Mathieu Barathier (23 March 1784, in Narbonne – 6 January 1867, in Narbonne) was a French painter, engraver and lithographer.

== Biography ==
He began his studies in his native city, with Jacques Gamelin, then went to Paris to complete them with Jacques-Louis David. Ultimately, he would renounce David's Neoclassical style in favor of Romanticism; with a marked predilection for English art. He made numerous visits there and possessed a large collection of English engravings, which are now kept at the Musée d'art et d'histoire de Narbonne. He was also an admirer of Lord Byron and created sketches for his epic poem, Don Juan.

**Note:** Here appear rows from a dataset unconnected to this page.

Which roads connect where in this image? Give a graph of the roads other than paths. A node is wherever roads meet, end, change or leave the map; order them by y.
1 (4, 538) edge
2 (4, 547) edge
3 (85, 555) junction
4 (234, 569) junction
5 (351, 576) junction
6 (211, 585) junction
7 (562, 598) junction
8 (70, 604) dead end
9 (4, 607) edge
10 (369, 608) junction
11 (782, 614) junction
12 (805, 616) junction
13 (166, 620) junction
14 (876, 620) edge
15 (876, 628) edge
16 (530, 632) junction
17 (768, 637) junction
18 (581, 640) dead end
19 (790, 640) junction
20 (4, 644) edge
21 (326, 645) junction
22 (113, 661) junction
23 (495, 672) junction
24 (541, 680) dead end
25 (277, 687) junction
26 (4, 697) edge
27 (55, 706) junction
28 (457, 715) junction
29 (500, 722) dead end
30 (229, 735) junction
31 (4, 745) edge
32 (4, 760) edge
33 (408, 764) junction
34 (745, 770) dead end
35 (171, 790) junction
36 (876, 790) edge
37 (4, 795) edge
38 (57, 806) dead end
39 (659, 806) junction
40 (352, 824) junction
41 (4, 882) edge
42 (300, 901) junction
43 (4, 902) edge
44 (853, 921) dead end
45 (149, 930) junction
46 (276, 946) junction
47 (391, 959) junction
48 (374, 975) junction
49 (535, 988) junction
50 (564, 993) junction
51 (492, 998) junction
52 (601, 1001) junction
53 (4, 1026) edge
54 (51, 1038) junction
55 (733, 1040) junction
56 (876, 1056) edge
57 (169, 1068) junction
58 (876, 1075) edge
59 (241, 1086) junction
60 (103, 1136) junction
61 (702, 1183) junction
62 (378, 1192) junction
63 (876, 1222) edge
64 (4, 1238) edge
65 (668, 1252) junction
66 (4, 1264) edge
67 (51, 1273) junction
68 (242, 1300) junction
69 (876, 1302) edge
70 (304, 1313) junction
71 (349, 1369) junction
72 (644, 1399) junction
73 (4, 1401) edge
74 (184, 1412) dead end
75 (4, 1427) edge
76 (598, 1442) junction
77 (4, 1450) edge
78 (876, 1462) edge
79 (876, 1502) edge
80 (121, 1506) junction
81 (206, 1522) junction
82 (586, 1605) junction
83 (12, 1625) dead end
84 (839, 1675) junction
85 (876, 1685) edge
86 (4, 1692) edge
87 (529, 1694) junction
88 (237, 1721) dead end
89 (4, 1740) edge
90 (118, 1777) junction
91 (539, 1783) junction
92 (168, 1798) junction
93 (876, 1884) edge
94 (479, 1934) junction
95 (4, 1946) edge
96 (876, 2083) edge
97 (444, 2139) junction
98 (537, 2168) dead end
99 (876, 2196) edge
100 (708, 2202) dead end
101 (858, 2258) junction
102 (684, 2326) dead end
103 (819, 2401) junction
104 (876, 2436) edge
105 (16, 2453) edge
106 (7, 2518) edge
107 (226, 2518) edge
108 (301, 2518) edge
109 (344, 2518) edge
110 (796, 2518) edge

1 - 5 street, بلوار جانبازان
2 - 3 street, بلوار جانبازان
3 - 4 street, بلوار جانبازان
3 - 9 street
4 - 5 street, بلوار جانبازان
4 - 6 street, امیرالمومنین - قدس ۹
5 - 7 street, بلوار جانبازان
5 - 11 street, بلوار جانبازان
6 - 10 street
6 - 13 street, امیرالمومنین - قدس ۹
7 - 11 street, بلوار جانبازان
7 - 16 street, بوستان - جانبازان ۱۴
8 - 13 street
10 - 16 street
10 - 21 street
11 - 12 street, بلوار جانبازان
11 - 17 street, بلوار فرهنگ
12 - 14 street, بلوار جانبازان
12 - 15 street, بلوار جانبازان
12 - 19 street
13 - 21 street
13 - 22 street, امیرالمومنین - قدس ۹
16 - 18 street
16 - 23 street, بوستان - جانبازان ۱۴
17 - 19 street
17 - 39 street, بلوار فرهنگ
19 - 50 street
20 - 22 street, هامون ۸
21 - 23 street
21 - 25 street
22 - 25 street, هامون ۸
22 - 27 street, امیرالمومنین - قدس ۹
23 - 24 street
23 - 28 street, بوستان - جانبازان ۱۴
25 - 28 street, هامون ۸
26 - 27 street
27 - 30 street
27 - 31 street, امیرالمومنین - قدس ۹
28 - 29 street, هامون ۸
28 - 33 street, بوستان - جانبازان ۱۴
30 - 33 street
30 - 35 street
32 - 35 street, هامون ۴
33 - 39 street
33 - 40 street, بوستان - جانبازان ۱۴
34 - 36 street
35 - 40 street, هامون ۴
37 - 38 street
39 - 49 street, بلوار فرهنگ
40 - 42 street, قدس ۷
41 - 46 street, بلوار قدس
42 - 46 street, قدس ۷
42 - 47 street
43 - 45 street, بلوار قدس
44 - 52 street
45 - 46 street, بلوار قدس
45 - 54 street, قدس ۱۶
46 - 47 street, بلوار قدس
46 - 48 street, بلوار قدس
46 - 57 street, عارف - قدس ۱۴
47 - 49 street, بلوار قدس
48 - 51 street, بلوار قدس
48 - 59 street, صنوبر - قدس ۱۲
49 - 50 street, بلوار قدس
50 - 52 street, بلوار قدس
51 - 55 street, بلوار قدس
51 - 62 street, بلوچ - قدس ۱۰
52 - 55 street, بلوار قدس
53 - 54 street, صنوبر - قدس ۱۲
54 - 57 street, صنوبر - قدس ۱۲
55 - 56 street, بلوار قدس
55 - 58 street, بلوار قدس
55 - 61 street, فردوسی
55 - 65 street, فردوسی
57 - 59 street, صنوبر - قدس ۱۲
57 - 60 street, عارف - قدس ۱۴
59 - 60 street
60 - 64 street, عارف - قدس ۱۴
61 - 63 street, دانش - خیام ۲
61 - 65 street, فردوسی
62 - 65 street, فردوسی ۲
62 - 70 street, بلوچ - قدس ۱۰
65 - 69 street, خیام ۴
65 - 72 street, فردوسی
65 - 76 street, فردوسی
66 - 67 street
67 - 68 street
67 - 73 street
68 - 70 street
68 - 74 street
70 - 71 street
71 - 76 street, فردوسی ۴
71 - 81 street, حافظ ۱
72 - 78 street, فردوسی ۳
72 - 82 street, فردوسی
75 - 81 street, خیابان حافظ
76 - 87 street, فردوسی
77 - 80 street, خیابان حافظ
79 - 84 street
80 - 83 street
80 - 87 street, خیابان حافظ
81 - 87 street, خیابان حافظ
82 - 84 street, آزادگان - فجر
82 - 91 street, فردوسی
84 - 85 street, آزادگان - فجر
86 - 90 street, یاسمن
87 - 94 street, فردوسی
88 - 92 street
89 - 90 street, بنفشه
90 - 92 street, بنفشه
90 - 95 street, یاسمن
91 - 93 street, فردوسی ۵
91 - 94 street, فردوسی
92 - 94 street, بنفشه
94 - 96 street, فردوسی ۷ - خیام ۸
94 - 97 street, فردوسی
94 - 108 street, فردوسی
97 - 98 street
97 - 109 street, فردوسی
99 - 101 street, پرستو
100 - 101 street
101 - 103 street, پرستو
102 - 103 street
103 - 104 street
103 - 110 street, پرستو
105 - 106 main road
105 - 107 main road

After several decades in Paris, he moved to Carcassonne in the 1850s, then returned to Narbonne, where he became a member of the "Commission Archéologique et Littéraire". In addition to engravings, he collected books, paintings, ceramics, drawings and other cultural artifacts; including ancient weapons. He also had an interest in the theater and ballet; for which he created extensive illustrations.

Among his paintings, two of the most familiar are the Orientalist works, Bayadère dansant devant un prince oriental (Temple Dancer, Dancing Before an Oriental Prince) and Les Délices du harem (The Delights of the Harem). In addition to his original work, he created colored engravings after the works of Fragonard and Monvoisin.